Re: [PATCH v2] clone: report duplicate entries on case-insensitive filesystems

Jeff King <peff@xxxxxxxx> · Thu, 9 Aug 2018 17:34:09 -0400

On Thu, Aug 09, 2018 at 05:14:16PM -0400, Jeff Hostetler wrote:

> > Clever. You might still run into false positives when there is
> > duplicated content in the repository (especially, say, zero-length
> > files).  But the fact that you only do the hashing on known duplicates
> > helps with that.
> > 
> 
> I worry that the false positives make this a non-starter.  I mean, if
> clone creates files 'A' and 'B' (both equal) and then tries to create
> 'b', would the collision code reports that 'b' collided with 'A' because
> that was the first OID match?  Ideally with this scheme we'd have to
> search the entire index prior to 'b' and then report that 'b' collided
> with either 'A' or 'B'.  Neither message instills confidence.  And
> there's no way to prefer answer 'B' over 'A' without using knowledge
> of the FS name mangling/aliasing rules -- unless we want to just assume
> ignore-case for this iteration.

Yeah. If we can get usable unique ids (inode or otherwise) of some form
on each system, I think I prefer that. It's much easier to reason about.

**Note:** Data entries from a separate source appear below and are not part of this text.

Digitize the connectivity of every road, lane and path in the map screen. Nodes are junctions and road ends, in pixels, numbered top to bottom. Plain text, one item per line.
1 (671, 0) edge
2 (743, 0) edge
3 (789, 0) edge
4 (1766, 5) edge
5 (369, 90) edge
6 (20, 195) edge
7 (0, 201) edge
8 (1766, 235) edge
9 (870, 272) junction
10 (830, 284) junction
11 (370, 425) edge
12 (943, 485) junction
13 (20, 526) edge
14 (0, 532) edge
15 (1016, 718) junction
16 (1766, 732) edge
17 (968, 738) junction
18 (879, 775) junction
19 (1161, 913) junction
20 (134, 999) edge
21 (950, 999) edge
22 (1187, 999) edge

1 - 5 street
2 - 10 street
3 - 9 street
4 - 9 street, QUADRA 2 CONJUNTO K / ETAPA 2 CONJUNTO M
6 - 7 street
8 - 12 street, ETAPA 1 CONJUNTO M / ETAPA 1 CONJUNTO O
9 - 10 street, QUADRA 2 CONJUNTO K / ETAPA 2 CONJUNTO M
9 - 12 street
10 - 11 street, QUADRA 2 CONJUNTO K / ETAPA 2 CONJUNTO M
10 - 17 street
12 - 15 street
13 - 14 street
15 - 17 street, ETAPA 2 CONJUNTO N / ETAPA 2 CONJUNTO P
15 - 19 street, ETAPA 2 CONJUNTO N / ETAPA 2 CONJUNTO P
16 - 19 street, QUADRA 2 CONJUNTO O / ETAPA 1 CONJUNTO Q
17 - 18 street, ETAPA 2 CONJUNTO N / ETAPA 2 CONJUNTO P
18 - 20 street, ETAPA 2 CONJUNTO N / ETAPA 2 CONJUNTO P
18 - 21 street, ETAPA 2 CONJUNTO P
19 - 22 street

> Sorry to be paranoid, but I have an index with 3.5M entries, the word
> "quadratic" rings all kinds of alarm bells for me.  :-)
> 
> Granted, we expect the number of collisions to be small, but searching
> back for each collision over the already-populated portion of the index
> could be expensive.

Heh. Yeah, it's really O(n*m), and we expect a small "m". But of course
the two are equal in the worst case.

-Peff